#### WHAT TO PRODUCE
Return only those lines of the material that contain "wrist".

***

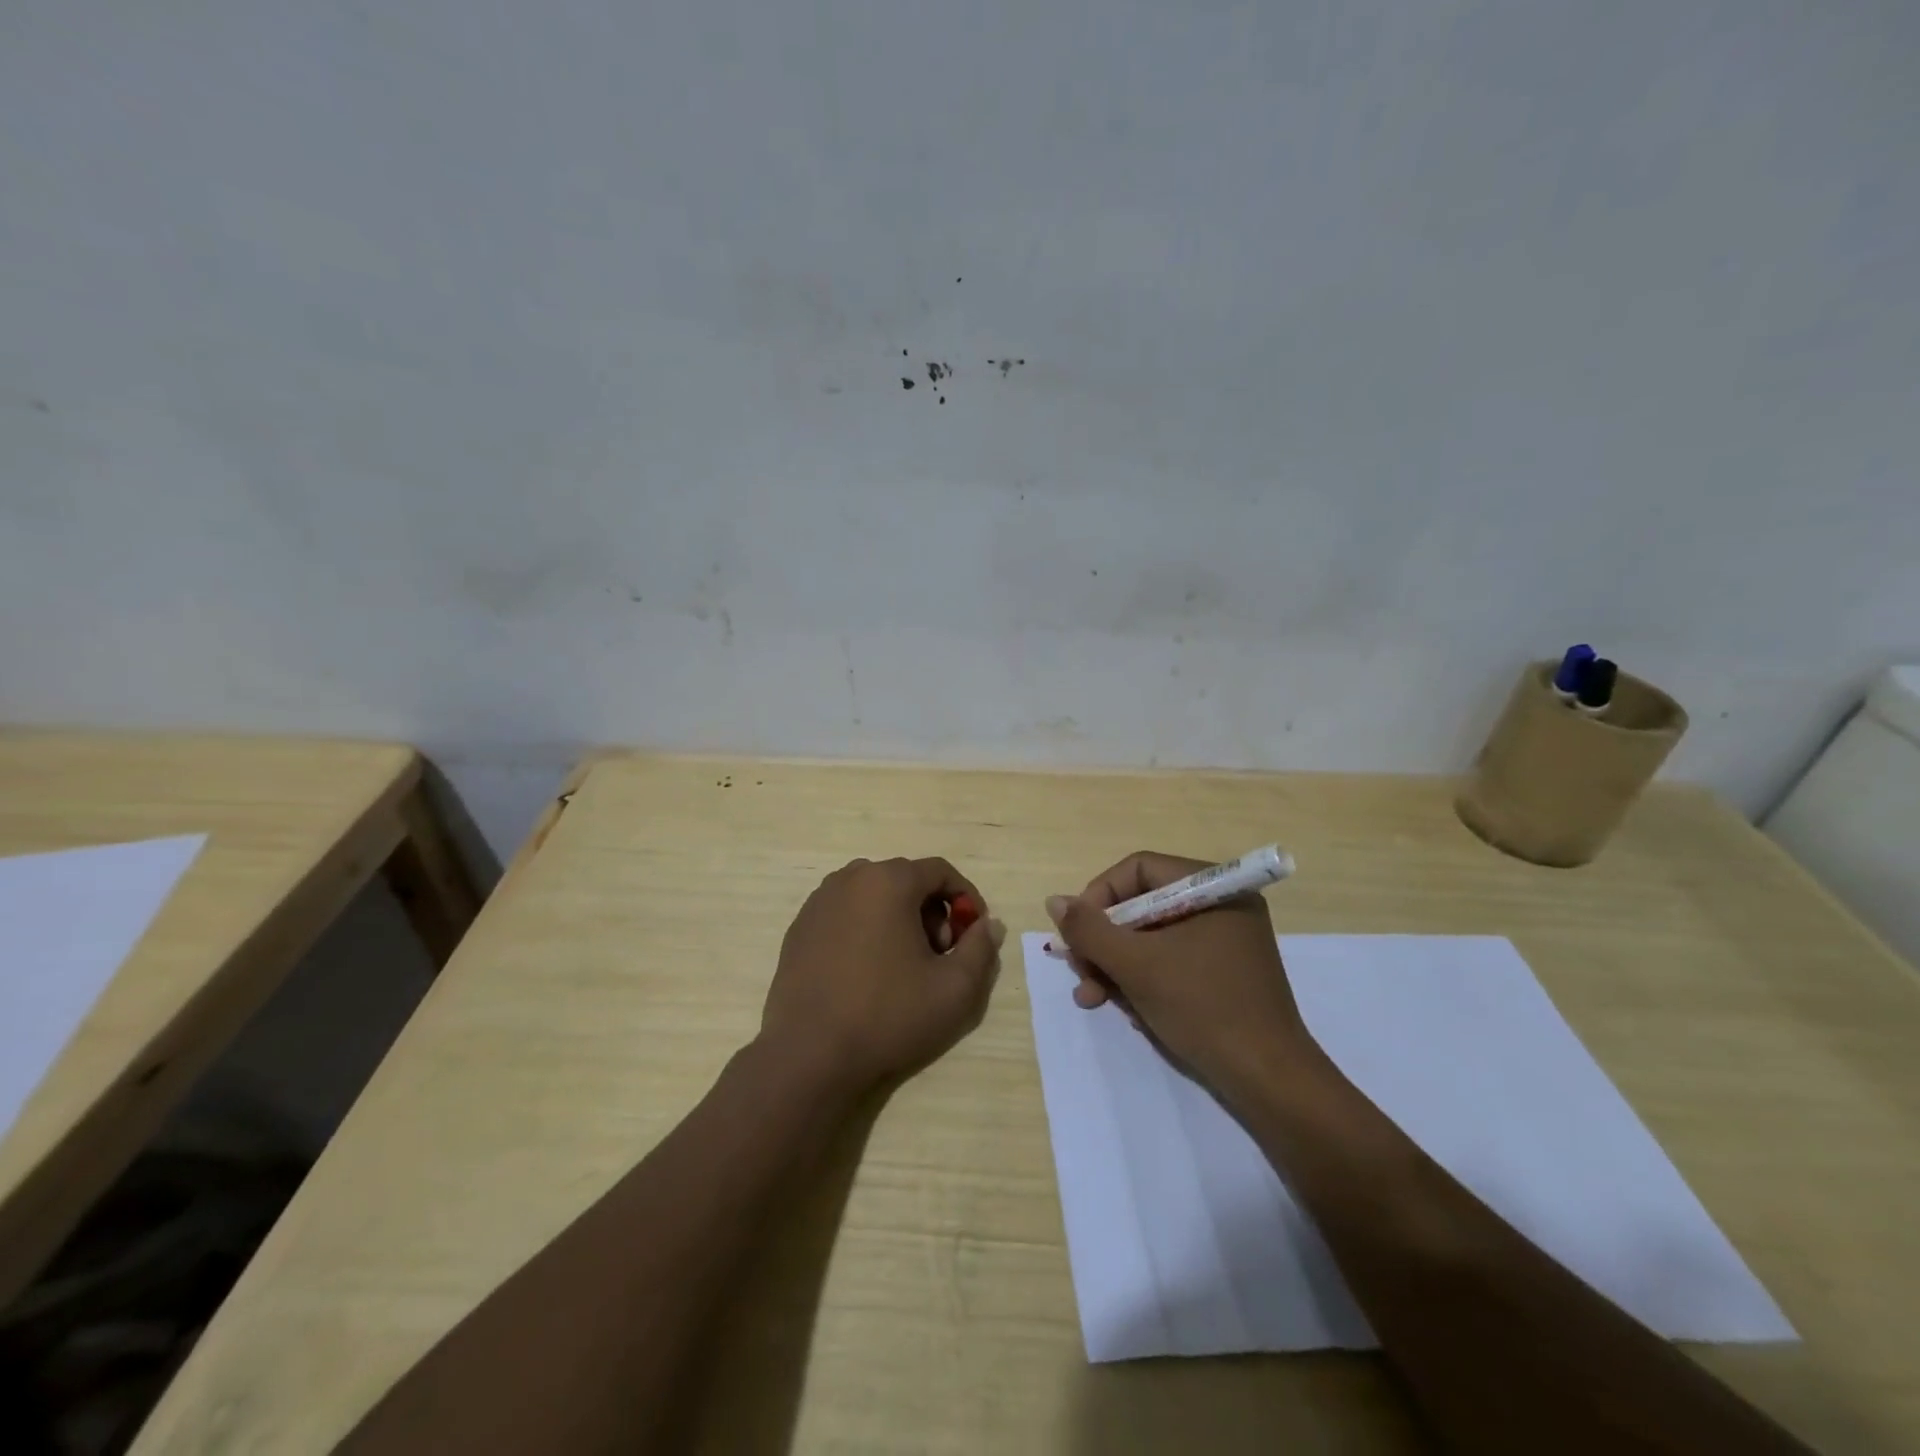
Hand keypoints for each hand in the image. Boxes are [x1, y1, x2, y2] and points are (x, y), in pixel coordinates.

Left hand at [762, 856, 1004, 1096]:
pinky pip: (845, 913)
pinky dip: (866, 928)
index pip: (940, 871)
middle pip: (906, 881)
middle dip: (932, 911)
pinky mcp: (799, 927)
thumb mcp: (954, 988)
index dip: (966, 898)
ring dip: (899, 918)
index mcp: (889, 881)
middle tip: (939, 955)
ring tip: (904, 965)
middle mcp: (850, 878)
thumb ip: (981, 949)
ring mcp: (819, 901)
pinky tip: (867, 971)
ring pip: (874, 895)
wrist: (810, 1055)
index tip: (974, 932)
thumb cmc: (888, 1015)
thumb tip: (989, 925)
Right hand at [1046, 851, 1318, 1092]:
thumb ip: (1090, 930)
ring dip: (1115, 965)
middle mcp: (1221, 906)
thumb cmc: (1203, 1008)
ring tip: (1091, 998)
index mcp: (1213, 888)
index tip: (1076, 933)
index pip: (1138, 870)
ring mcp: (1224, 941)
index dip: (1099, 896)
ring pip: (1151, 937)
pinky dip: (1142, 979)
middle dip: (1104, 940)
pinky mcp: (1222, 973)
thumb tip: (1054, 901)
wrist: (1269, 1081)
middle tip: (1079, 971)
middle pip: (1142, 905)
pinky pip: (1170, 960)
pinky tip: (1126, 1010)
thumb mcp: (1136, 966)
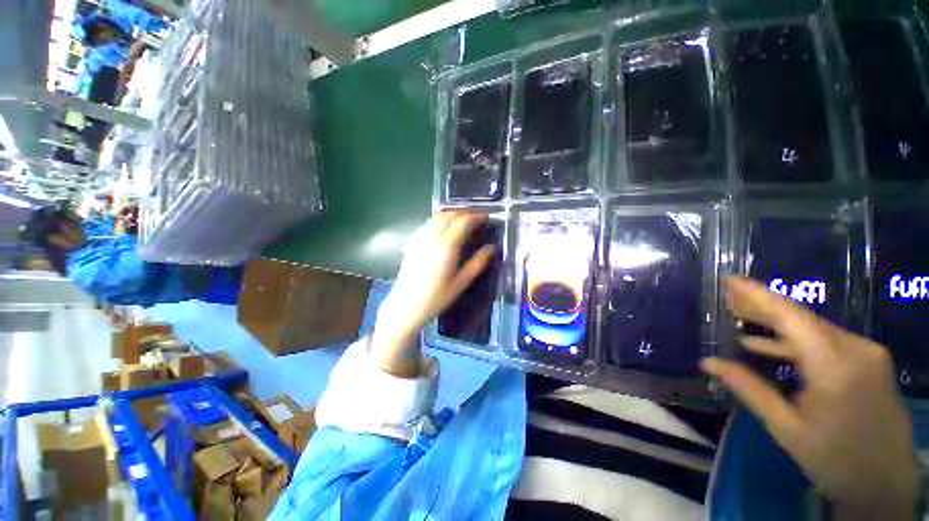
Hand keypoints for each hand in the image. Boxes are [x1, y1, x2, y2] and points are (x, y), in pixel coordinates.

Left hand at [372, 212, 495, 376]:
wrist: (405, 307)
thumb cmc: (436, 298)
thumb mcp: (461, 283)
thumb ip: (477, 263)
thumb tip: (491, 248)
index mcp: (446, 247)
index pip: (463, 222)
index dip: (476, 217)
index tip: (486, 218)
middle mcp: (431, 237)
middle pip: (449, 215)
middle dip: (464, 213)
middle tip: (476, 220)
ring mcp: (419, 239)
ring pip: (436, 217)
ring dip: (451, 215)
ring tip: (463, 223)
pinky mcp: (412, 243)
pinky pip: (427, 224)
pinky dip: (439, 221)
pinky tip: (444, 231)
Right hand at [702, 277, 917, 519]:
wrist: (885, 484)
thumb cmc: (834, 460)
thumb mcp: (787, 428)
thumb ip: (749, 389)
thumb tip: (708, 362)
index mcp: (835, 366)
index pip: (791, 317)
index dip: (758, 295)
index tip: (729, 279)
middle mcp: (856, 349)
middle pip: (803, 318)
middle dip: (762, 307)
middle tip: (727, 297)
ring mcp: (868, 354)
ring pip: (815, 328)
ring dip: (777, 324)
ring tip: (741, 317)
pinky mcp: (870, 362)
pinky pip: (828, 341)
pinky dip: (797, 341)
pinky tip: (770, 345)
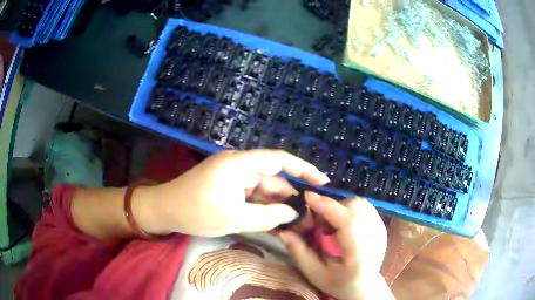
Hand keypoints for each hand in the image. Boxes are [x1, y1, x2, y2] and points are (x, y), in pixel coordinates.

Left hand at [134, 149, 329, 236]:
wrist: (164, 210)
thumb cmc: (196, 212)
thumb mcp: (234, 218)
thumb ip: (268, 216)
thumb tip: (293, 213)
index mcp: (240, 164)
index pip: (280, 160)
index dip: (304, 169)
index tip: (322, 182)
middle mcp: (240, 165)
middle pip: (273, 179)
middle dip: (289, 197)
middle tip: (307, 217)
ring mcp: (233, 176)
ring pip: (263, 190)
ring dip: (275, 205)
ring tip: (293, 223)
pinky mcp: (228, 186)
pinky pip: (251, 195)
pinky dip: (262, 207)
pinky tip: (273, 221)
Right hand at [278, 193, 393, 299]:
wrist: (366, 287)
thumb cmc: (340, 284)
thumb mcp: (315, 274)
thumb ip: (299, 253)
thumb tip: (284, 230)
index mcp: (360, 256)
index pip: (348, 223)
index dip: (328, 206)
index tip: (307, 197)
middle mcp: (376, 239)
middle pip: (354, 208)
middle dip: (331, 208)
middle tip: (317, 222)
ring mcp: (382, 230)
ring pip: (360, 204)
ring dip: (340, 207)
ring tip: (329, 225)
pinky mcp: (382, 226)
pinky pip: (365, 207)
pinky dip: (349, 209)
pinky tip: (341, 224)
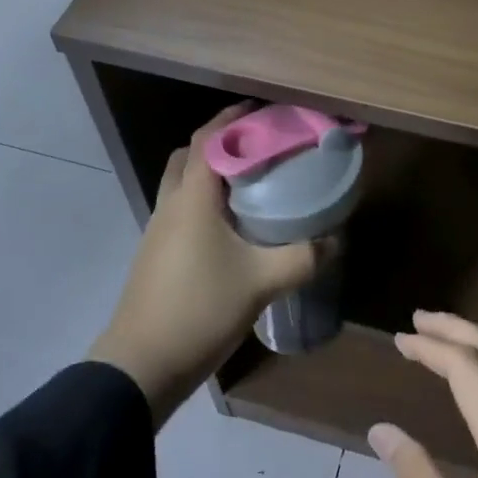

***

#### RESPONSE BOX
wrist: (810, 1055)
wrist: (1269, 1081)
wrist: (405, 307)
wrist: (885, 484)
wrist: (164, 210)
wrist: (366, 287)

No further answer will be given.